Jobs are normally scheduled using the Submit() procedure. The procedure has five parameters: job, what, next_date, interval, and no_parse.
PROCEDURE Submit(job OUT binary_integer, what IN varchar2, next_date IN date, interval IN varchar2, no_parse IN boolean := FALSE)
The job parameter is a binary_integer returned by the Submit() procedure. This value is used to uniquely identify a job. The what parameter is the block of PL/SQL code that will be executed. The next_date parameter indicates when the job will run. The interval parameter determines when the job will be re-executed. The no_parse parameter indicates whether the job should be parsed at submission time or execution timeTRUE indicates that the PL/SQL code should be parsed when it is first executed, and FALSE indicates that the PL/SQL code should be parsed immediately.
The User_Export() procedure returns the command used to schedule an existing job so the job can be resubmitted. The procedure has two parameters: job and my_call.
PROCEDURE User_Export (job IN binary_integer, my_call IN OUT varchar2)
The job parameter identifies a scheduled job.
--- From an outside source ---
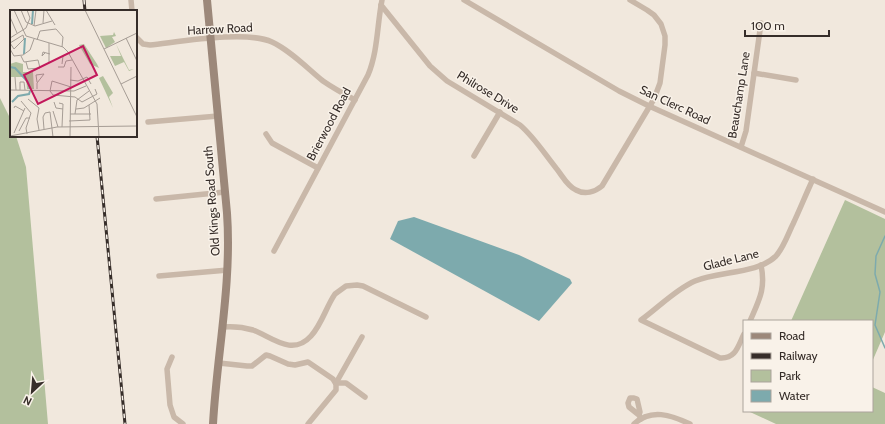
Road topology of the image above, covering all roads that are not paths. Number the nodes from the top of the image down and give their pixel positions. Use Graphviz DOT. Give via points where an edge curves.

The my_call parameter holds the text required to resubmit the job in its current state.
The What() procedure allows you to reset the command that is run when the job executes. The procedure accepts two parameters: job and what.
PROCEDURE What (job IN binary_integer, what IN varchar2)
The job parameter identifies an existing job. The what parameter holds the new PL/SQL code that will be executed.
Now lets look at an example of scheduling a typical job using the DBMS_Job package. Assume that we have an Hourly_Tracking() procedure that we want to run every hour. We schedule this procedure to be run using a call to the Submit() procedure, as follows:
DBMS_Job.Submit (job => biJobNumber, what => 'Hourly_Tracking;', next_date => SYSDATE, interval => 'SYSDATE + 1/24', no_parse => FALSE);
This call schedules a job that will be executed immediately and then every hour on the hour. The string passed to the interval parameter equates to the current date and time plus 1 day divided by 24.
If an error occurs while the Hourly_Tracking() procedure is executing, the procedure will halt, and the job will be marked as broken. To restart the job, call the Broken() procedure, as follows:
DBMS_Job.Broken (job => biJobNumber, broken => FALSE, next_date => SYSDATE);
By passing FALSE for the broken parameter, the job is marked as unbroken and will be executed again at the specified next_date.
At the end of the day, we want to stop the hourly execution of the procedure before beginning our nightly backups. This is accomplished by calling the Remove() procedure, as follows:
DBMS_Job.Remove (job => biJobNumber);
The DBMS_Output package is more familiar to PL/SQL developers than any other package provided by Oracle. The routines contained in this package are often used when debugging stored PL/SQL objects. Consequently, this package is discussed in Chapter 8.